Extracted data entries
----------

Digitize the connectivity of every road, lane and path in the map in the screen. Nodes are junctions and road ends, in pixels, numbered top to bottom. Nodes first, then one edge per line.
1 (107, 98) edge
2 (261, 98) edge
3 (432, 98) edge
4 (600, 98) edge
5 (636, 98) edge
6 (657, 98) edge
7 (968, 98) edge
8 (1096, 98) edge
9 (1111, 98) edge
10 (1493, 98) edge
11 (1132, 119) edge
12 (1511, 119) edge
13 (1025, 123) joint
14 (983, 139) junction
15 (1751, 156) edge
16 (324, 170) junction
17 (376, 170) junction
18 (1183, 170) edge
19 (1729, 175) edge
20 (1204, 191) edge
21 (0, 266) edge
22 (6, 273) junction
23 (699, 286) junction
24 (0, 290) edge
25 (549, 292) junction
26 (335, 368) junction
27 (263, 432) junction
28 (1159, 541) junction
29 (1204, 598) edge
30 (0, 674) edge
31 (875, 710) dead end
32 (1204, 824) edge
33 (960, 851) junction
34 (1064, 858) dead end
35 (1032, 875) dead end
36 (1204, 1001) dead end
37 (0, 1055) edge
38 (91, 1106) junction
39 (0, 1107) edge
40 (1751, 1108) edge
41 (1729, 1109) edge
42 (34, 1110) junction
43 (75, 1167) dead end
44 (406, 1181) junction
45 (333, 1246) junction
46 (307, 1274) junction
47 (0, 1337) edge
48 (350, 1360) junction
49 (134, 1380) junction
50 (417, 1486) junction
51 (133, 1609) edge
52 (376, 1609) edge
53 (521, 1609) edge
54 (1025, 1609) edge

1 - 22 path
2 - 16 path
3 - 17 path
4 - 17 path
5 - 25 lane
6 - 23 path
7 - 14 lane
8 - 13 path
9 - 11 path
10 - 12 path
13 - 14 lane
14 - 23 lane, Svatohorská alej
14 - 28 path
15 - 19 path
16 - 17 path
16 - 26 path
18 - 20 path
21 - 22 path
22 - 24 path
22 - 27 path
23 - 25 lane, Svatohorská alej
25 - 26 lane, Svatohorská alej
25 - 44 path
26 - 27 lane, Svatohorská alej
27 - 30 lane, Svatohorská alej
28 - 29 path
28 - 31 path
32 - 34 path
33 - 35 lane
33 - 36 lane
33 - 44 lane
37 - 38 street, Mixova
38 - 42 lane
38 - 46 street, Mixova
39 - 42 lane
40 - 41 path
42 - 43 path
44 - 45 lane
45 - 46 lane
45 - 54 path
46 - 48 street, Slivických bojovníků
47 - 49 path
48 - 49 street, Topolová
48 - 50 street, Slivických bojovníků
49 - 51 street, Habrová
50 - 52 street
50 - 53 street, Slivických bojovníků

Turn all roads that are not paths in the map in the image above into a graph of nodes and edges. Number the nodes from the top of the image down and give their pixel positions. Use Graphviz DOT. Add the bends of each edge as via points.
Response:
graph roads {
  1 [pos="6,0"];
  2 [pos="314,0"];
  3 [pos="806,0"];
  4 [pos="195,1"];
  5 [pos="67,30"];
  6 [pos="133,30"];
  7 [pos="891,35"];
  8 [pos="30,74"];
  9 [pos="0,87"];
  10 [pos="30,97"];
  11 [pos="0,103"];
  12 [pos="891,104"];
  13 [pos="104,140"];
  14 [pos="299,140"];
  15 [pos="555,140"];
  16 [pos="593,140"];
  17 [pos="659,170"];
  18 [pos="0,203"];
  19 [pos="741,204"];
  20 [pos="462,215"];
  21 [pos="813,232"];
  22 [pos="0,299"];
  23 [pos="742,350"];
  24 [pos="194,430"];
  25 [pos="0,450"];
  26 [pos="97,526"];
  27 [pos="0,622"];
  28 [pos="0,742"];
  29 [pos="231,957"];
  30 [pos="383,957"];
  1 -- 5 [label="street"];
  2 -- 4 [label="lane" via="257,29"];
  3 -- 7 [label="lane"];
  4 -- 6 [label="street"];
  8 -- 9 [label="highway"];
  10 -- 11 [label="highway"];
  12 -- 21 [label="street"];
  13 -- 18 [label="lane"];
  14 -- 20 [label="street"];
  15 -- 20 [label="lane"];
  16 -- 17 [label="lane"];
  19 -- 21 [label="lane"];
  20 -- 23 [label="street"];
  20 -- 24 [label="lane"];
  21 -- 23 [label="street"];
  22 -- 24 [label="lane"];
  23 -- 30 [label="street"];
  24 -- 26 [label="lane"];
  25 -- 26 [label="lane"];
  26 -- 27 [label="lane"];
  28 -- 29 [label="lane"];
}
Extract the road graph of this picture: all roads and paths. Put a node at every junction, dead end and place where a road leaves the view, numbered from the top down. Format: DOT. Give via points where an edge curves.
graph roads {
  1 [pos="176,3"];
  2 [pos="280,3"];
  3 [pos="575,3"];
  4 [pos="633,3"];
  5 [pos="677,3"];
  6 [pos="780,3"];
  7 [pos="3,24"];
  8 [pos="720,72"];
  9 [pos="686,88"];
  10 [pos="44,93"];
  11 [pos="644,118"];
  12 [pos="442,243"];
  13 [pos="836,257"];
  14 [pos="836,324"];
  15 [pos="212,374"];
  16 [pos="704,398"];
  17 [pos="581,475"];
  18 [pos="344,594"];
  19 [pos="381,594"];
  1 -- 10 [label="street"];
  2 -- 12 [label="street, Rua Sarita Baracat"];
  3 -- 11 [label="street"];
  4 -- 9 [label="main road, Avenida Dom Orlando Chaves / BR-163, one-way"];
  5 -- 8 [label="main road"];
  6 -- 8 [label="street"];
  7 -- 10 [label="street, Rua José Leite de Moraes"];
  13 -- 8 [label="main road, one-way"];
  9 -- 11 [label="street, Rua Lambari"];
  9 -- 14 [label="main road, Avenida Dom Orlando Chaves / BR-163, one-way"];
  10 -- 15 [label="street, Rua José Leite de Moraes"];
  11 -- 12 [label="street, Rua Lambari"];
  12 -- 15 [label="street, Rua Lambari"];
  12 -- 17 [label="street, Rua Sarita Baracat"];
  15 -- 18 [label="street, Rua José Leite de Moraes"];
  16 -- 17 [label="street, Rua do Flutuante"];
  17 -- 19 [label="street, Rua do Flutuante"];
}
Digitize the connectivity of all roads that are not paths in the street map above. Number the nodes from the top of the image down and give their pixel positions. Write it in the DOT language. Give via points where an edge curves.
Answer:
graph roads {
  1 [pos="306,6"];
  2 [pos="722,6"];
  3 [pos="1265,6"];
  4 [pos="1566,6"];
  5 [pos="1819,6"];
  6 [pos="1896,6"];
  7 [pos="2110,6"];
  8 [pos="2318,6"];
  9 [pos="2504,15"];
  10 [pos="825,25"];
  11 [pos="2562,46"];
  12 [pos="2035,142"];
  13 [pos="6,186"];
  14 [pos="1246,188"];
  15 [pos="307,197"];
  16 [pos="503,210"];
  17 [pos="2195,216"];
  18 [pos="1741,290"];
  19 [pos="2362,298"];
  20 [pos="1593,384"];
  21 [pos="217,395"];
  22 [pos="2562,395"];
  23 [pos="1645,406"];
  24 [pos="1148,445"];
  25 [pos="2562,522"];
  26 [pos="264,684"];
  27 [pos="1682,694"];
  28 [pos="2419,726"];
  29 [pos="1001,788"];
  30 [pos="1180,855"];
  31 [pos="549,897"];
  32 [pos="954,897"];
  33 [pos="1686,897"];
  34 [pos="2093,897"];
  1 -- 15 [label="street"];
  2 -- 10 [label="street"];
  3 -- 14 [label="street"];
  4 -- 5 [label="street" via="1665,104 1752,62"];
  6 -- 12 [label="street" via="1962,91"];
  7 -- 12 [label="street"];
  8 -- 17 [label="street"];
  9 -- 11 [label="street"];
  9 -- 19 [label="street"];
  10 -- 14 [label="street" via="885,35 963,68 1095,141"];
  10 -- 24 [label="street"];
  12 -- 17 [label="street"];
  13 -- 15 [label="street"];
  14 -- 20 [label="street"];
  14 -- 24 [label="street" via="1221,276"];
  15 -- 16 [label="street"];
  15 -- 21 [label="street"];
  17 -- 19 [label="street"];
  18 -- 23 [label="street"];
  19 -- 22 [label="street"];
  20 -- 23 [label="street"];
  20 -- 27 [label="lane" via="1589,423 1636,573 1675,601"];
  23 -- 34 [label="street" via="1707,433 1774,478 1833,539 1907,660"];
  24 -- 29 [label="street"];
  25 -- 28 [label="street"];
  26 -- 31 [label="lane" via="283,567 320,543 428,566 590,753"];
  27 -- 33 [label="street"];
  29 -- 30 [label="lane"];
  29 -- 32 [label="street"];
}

----------

Task requirements
Output exactly the line containing "Digitize the connectivity of all" together with every line after it, ending at the final line of the entries.

Expected answer
Digitize the connectivity of all roads that are not paths in the street map above. Number the nodes from the top of the image down and give their pixel positions. Write it in the DOT language. Give via points where an edge curves.
Answer:
graph roads {
  1 [pos="306,6"];
  2 [pos="722,6"];
  3 [pos="1265,6"];
  4 [pos="1566,6"];
  5 [pos="1819,6"];
  6 [pos="1896,6"];
  7 [pos="2110,6"];
  8 [pos="2318,6"];
  9 [pos="2504,15"];
  10 [pos="825,25"];
  11 [pos="2562,46"];
  12 [pos="2035,142"];
  13 [pos="6,186"];
  14 [pos="1246,188"];
  15 [pos="307,197"];
  16 [pos="503,210"];
  17 [pos="2195,216"];
  18 [pos="1741,290"];
  19 [pos="2362,298"];
  20 [pos="1593,384"];
  21 [pos="217,395"];
  22 [pos="2562,395"];
  23 [pos="1645,406"];
  24 [pos="1148,445"];
  25 [pos="2562,522"];
  26 [pos="264,684"];
  27 [pos="1682,694"];
  28 [pos="2419,726"];
  29 [pos="1001,788"];
  30 [pos="1180,855"];
  31 [pos="549,897"];
  32 [pos="954,897"];
  33 [pos="1686,897"];
  34 [pos="2093,897"];
  1 -- 15 [label="street"];
  2 -- 10 [label="street"];
  3 -- 14 [label="street"];
  4 -- 5 [label="street" via="1665,104 1752,62"];
  6 -- 12 [label="street" via="1962,91"];
  7 -- 12 [label="street"];
  8 -- 17 [label="street"];
  9 -- 11 [label="street"];
  9 -- 19 [label="street"];
  10 -- 14 [label="street" via="885,35 963,68 1095,141"];
  10 -- 24 [label="street"];
  12 -- 17 [label="street"];
  13 -- 15 [label="street"];
  14 -- 20 [label="street"];
  14 -- 24 [label="street" via="1221,276"];
  15 -- 16 [label="street"];
  15 -- 21 [label="street"];
  17 -- 19 [label="street"];
  18 -- 23 [label="street"];
  19 -- 22 [label="street"];
  20 -- 23 [label="street"];
  20 -- 27 [label="lane" via="1589,423 1636,573 1675,601"];
  23 -- 34 [label="street" via="1707,433 1774,478 1833,539 1907,660"];
  24 -- 29 [label="street"];
  25 -- 28 [label="street"];
  26 -- 31 [label="lane" via="283,567 320,543 428,566 590,753"];
  27 -- 33 [label="street"];
  29 -- 30 [label="lane"];
  29 -- 32 [label="street"];
}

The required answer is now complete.